Done, force-pushed. Note that now when the part size is too large, we will skip it and continue, regardless of the value of ${download_failed_action}.

[ also sometime ago I suggested unifying all the possible fail options into 1 option, e.g. part_fail_action, this would cover all possible fail conditions, while making the logic a bit simpler, and making it easier for the user to understand the config options, and I still think that this is a good idea ]

2 Likes

Might be a good idea. I wondered about something like tracking a state then case statement or something. I’m not sure haven’t thought through but the logic flow does indeed seem a bit flaky at the moment and open to improvement.

So I guess PR is ready to go, albeit maybe you'd like to reorder functions in same PR (e.g. with different commit) or different PR? Please let me know when you'd like me to merge in.

1 Like

Yes, I'll submit a second commit into this PR, working on it rn.

1 Like

Found and fixed a bug (see comment in the PR), and submitted a 2nd commit with the functions reordered.

2 Likes

Another idea I have is to make the check of whether the blocklist was loaded a bit more robust. To my understanding, currently it relies on the presence of the blocklist file in the /tmp/dnsmasq.d directory, and on dnsmasq process running and responding to dns requests. This seems a bit flimsy since no verification of the specific blocklist entries is performed.

My idea is to add a custom entry to the end of the blocklist file, e.g. local=/adblock-lean-test123.info/ and then when verifying that the blocklist was loaded, make a dns request for that entry and check the result. It's quite simple to implement. What do you guys think?

1 Like

Yes, much better.

Also right now this line can be improved:

@dave14305 gave a way to get a direct output, but I've forgotten.

Ah, maybe this:

I agree, probably we should use the ubus call. It might be slightly less efficient, but it is simpler and more robust.

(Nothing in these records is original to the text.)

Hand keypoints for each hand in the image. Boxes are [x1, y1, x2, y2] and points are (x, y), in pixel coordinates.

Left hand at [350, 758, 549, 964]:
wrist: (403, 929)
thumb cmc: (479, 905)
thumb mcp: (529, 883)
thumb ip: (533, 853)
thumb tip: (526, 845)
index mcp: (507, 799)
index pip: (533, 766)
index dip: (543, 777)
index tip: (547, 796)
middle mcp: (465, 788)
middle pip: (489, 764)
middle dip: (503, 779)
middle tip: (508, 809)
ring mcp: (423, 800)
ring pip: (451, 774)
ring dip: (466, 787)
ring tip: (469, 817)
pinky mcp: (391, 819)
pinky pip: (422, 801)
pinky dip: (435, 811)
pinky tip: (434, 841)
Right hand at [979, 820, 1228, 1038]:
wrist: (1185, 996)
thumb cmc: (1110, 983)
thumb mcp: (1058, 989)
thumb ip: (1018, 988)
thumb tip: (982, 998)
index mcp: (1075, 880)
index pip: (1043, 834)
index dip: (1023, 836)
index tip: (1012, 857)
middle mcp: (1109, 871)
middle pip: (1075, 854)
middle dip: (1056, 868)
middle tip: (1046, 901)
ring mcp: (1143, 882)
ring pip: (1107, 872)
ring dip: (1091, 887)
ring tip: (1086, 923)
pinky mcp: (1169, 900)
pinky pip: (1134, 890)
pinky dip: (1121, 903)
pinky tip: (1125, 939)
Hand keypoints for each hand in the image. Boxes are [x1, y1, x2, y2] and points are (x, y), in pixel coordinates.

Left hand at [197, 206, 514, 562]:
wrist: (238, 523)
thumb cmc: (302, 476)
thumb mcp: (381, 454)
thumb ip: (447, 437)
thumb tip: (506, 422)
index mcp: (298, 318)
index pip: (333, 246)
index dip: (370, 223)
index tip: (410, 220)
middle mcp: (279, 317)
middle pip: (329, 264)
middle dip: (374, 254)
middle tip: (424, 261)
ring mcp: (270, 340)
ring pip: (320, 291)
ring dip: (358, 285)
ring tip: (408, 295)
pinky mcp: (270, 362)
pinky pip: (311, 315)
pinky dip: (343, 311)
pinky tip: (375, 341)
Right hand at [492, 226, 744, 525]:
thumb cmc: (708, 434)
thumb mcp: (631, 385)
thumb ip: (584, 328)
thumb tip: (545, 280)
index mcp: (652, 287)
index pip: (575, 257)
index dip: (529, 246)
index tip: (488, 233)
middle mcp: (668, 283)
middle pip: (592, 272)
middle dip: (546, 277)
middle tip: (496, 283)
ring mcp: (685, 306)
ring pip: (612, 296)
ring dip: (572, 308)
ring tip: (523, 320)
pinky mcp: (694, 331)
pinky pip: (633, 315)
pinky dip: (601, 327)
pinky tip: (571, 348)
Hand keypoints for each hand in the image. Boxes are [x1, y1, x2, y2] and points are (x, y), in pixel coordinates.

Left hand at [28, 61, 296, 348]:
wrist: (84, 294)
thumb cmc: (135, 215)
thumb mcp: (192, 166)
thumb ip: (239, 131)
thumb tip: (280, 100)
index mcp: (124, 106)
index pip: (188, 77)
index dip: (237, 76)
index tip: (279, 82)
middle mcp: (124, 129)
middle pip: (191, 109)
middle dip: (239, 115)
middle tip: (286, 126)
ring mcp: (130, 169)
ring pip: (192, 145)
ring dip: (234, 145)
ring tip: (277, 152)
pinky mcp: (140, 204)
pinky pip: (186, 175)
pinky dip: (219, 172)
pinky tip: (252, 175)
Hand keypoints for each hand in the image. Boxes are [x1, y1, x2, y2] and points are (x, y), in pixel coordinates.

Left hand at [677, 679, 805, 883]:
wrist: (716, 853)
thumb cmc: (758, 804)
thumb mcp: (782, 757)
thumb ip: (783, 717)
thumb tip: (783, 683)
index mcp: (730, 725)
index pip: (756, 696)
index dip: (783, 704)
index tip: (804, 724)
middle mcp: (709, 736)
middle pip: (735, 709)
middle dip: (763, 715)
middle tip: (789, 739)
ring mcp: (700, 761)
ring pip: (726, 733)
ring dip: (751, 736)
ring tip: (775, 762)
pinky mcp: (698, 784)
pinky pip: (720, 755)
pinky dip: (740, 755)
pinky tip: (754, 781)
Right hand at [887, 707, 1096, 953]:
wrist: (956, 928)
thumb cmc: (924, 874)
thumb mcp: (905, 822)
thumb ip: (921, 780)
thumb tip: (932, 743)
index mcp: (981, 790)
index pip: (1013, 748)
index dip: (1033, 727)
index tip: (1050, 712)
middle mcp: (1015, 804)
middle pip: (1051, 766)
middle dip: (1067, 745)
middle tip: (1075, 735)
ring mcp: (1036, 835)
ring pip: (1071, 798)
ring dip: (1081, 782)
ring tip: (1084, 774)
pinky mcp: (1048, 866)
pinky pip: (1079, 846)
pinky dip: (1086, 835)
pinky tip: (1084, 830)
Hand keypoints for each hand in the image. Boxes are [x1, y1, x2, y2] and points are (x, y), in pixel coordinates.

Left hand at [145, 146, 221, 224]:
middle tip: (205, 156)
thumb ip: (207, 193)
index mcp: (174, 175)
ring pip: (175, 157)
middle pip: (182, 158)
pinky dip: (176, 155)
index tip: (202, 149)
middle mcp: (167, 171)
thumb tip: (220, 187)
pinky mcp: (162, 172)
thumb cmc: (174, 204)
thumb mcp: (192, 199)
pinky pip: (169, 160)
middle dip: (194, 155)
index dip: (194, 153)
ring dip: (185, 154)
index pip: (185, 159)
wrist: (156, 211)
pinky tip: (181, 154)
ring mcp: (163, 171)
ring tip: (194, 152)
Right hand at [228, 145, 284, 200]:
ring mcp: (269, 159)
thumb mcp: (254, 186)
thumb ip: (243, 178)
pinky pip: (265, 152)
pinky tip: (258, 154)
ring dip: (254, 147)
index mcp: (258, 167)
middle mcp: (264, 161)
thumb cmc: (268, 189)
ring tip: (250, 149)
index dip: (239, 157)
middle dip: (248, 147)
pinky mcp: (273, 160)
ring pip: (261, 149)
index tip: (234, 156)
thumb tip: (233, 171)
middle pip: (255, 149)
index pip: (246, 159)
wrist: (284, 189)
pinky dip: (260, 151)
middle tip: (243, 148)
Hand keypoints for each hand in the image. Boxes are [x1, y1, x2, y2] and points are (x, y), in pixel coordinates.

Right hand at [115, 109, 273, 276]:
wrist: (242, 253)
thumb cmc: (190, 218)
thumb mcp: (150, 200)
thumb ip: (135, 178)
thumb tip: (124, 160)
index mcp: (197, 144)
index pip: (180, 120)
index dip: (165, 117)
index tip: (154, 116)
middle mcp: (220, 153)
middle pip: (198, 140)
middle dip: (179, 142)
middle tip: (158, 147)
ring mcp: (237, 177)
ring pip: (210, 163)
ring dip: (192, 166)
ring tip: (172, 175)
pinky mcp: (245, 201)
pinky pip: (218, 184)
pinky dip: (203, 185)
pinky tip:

Edit: looking at the output of ubus call dnsmasq metrics, the output is different from kill -USR1 $(pidof dnsmasq) (I replaced pgrep with pidof because this makes it less likely to accidentally send a signal to the wrong process).

kill -USR1 $(pidof dnsmasq):

Thu Aug  8 19:29:33 2024 daemon.info dnsmasq[1]: time 1723145373
Thu Aug  8 19:29:33 2024 daemon.info dnsmasq[1]: cache size 1000, 0/23 cache insertions re-used unexpired cache entries.
Thu Aug  8 19:29:33 2024 daemon.info dnsmasq[1]: queries forwarded 9, queries answered locally 9
Thu Aug  8 19:29:33 2024 daemon.info dnsmasq[1]: pool memory in use 0, max 0, allocated 0
Thu Aug  8 19:29:33 2024 daemon.info dnsmasq[1]: server 192.168.201.0#53: queries sent 9, retried 0, failed 0, nxdomain replies 0, avg. latency 0ms

ubus call dnsmasq metrics (with some sed processing to remove the json stuff):

dns_cache_inserted: 23
dns_cache_live_freed: 0
dns_queries_forwarded: 9
dns_auth_answered: 0
dns_local_answered: 9
dns_stale_answered: 0
dns_unanswered: 0
bootp: 0
pxe: 0
dhcp_ack: 0
dhcp_decline: 0
dhcp_discover: 0
dhcp_inform: 0
dhcp_nak: 0
dhcp_offer: 0
dhcp_release: 0
dhcp_request: 0
noanswer: 0
leases_allocated_4: 0
leases_pruned_4: 0
leases_allocated_6: 0
leases_pruned_6: 0

I'm not sure which one is more useful, opinions? @Lynx

So I looked closer at the generate_preprocessed_blocklist_file_parts() function and found a few bugs (list id's not getting incremented; reported list line count might be incorrect in some scenarios; allowlist and blocklist checks are different for no apparent reason), and lots of code duplication. The bugs, I believe, are mostly a result of the code getting too chaotic. So I decided to rewrite it. Kinda in the process of doing that rn. Just letting you guys know what I'm up to.

2 Likes

It's just awesome the effort you (and everyone included) is putting in to this. And that's on top of the efforts prior to yourself joining.

2 Likes

So I have a working result now, which obviously needs testing (and probably has some bugs). To make logic as straightforward as possible, I already implemented this idea:

Unify all the possible part fail options into 1 option, e.g. part_fail_action. This would cover all possible fail conditions, while making the logic a bit simpler, and making it easier for the user to understand the config options.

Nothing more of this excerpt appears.